India may ask western countries to “look for new customers” for their defence equipment as it feels they were instrumental in loading the Arms Trade Treaty (ATT) against importers. The Treaty will come up for voting at the U.N. on April 2.
India feels let down by the West but welcomed assurances by France and Russia of keeping the ATT out in all future defence contracts.
As the largest arms importer in the world, India is concerned about the “imbalance” in the ATT’s final draft. While it allows exporters to unilaterally cancel contracts, a provision to safeguard the interests of importers was quietly dropped.

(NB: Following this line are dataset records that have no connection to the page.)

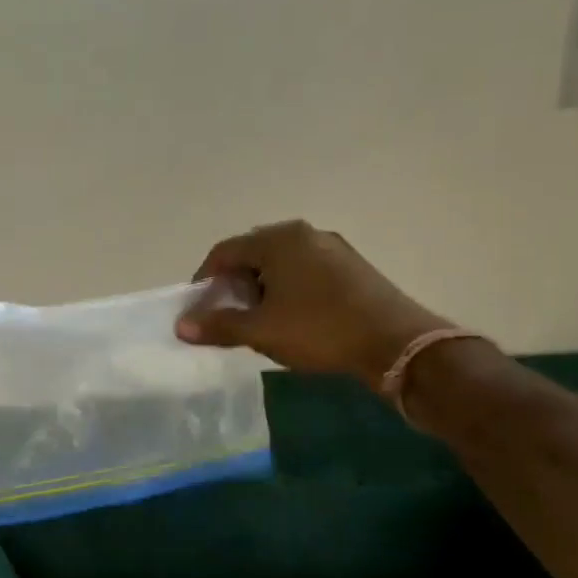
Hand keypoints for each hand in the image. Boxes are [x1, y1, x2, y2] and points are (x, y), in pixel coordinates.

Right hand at [176, 220, 451, 389]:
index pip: (224, 252)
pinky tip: (291, 317)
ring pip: (280, 263)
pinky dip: (287, 289)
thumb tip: (181, 326)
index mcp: (278, 240)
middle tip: (226, 314)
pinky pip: (305, 270)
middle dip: (233, 283)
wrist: (395, 343)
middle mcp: (304, 233)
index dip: (204, 279)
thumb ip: (218, 325)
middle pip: (252, 253)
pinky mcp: (351, 266)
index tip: (198, 308)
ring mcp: (332, 247)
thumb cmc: (319, 330)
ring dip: (260, 288)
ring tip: (257, 320)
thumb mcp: (261, 331)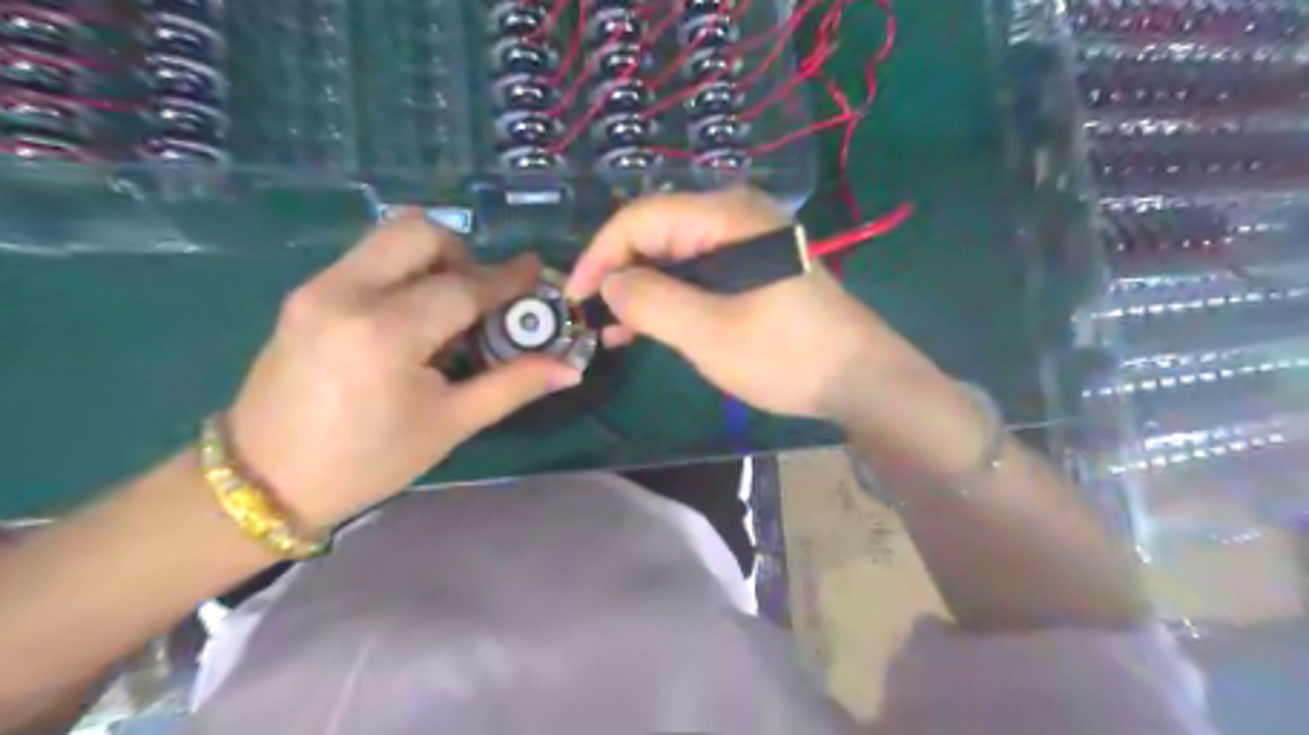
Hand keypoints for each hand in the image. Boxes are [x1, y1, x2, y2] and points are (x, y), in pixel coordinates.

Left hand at [226, 211, 578, 527]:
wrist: (264, 481)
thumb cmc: (367, 461)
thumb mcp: (449, 425)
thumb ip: (513, 385)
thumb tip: (569, 368)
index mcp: (385, 333)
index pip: (463, 287)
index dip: (508, 279)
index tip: (538, 272)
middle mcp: (346, 292)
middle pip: (420, 231)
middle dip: (463, 254)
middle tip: (478, 298)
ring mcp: (317, 287)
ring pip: (391, 237)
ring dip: (433, 259)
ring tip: (446, 308)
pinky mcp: (305, 293)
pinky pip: (369, 258)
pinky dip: (404, 272)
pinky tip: (411, 319)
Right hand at [567, 186, 942, 421]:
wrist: (861, 379)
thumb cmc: (787, 354)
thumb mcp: (711, 333)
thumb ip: (652, 302)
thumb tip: (610, 284)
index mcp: (725, 217)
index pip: (641, 218)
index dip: (600, 255)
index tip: (573, 297)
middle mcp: (734, 218)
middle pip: (656, 232)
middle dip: (619, 273)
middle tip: (591, 317)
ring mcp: (746, 244)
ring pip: (673, 256)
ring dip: (641, 290)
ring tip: (612, 330)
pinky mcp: (752, 271)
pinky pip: (697, 275)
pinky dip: (669, 298)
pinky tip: (648, 328)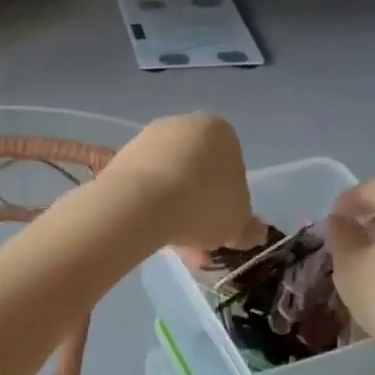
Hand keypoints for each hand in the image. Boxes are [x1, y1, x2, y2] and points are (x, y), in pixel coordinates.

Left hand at [103, 114, 262, 252]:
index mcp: (220, 131)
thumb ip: (246, 226)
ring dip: (172, 212)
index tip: (221, 228)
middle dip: (197, 211)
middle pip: (196, 175)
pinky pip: (139, 185)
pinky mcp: (120, 157)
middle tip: (196, 246)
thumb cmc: (204, 205)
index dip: (228, 203)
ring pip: (168, 182)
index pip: (231, 168)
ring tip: (171, 248)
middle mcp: (182, 125)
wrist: (143, 202)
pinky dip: (144, 205)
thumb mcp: (237, 222)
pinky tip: (145, 229)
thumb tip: (253, 231)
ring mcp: (147, 139)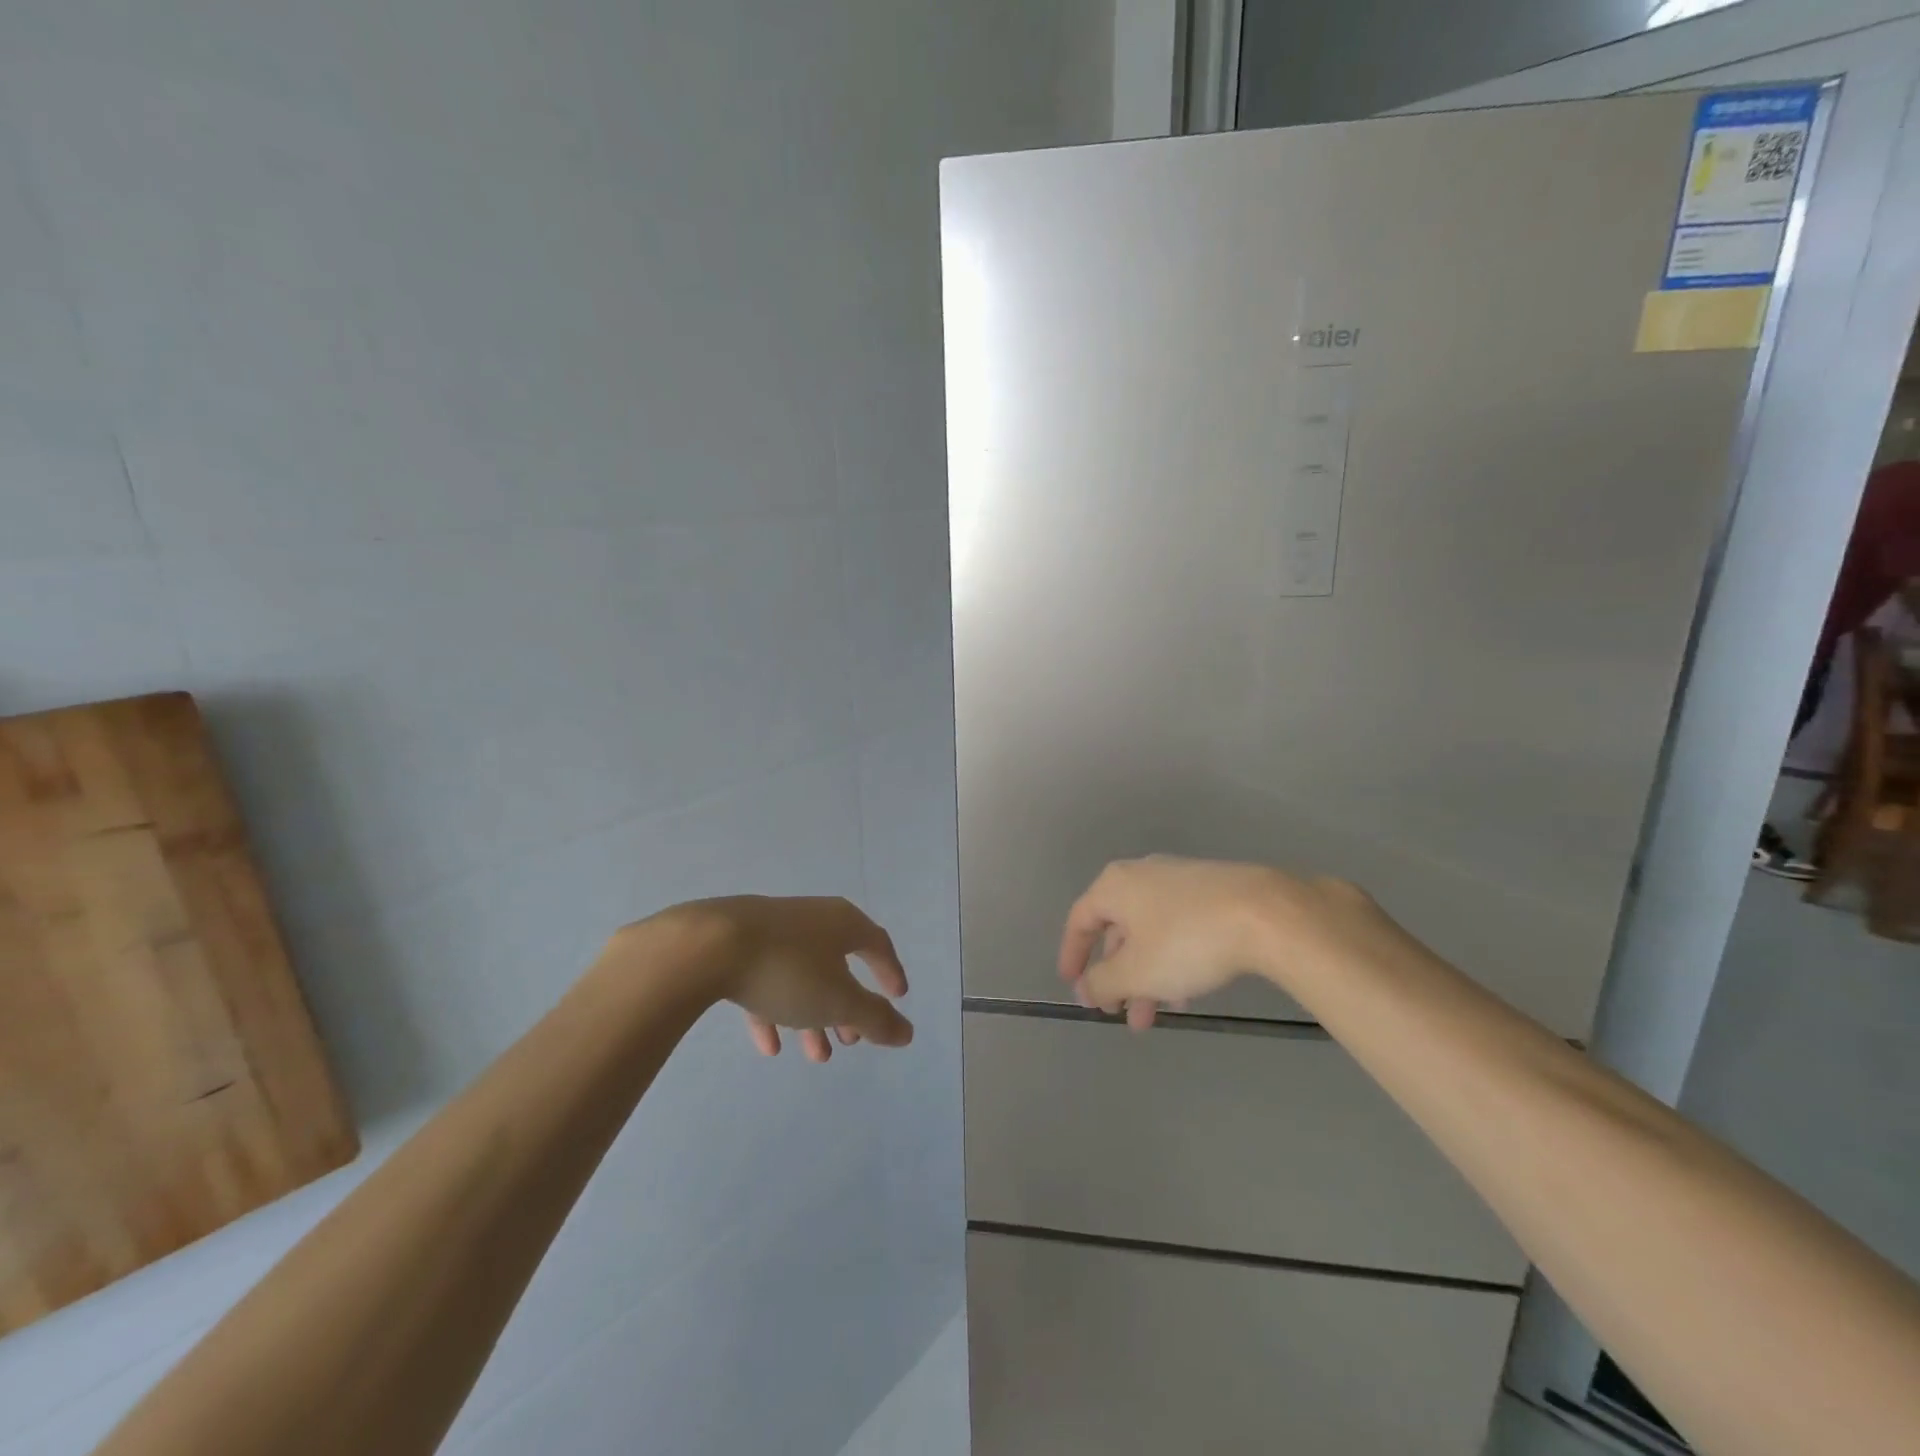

“We had discussed and agreed on incorporating a particular formulation with our main partners. But in the final draft, the reference to ‘contracts’ has been deleted. This lessened the assurance of predictability and stability in defence relations India was looking for in the Treaty,” said sources.
“India has not endorsed the treaty text. The government will take a position after a thorough review. The value of a treaty that does not ensure universal adherence would be obviously questionable,” warned the sources, fearing that the decision to ram through the ATT by a vote would mean it will go the same way as the Oslo Accord on cluster munitions did.
The ATT aims at regulating $ 70 billion worth of annual trade in arms. It is expected to be a more effective instrument than the voluntary U.N. register for conventional arms.
Backed by several countries, Kenya asked the Secretary-General for a vote after North Korea, Iran and Syria opposed the final draft because there were no provisions to prevent the flow of arms to terrorists and non-state actors. India sympathises with the stand taken by the three countries and is perturbed that this aspect was also dropped from the final draft.
The third area where Indian views and the text of the final draft do not coincide is the exclusion of gifts and loans from the purview of the Treaty. Sources said this was because of a deal cut between China and the European Union early on in the negotiations.
This was the second shot at passing the ATT by consensus. Last June, the U.S. had played spoilsport and two weeks of discussions had folded up without a consensus. This time, ironically, opposition came from countries that the U.S. considers to be the bad boys of the global order.
Government sources also wanted the NGOs to introspect whether they wished to back a treaty that will “further strengthen a handful of exporters against the rest.”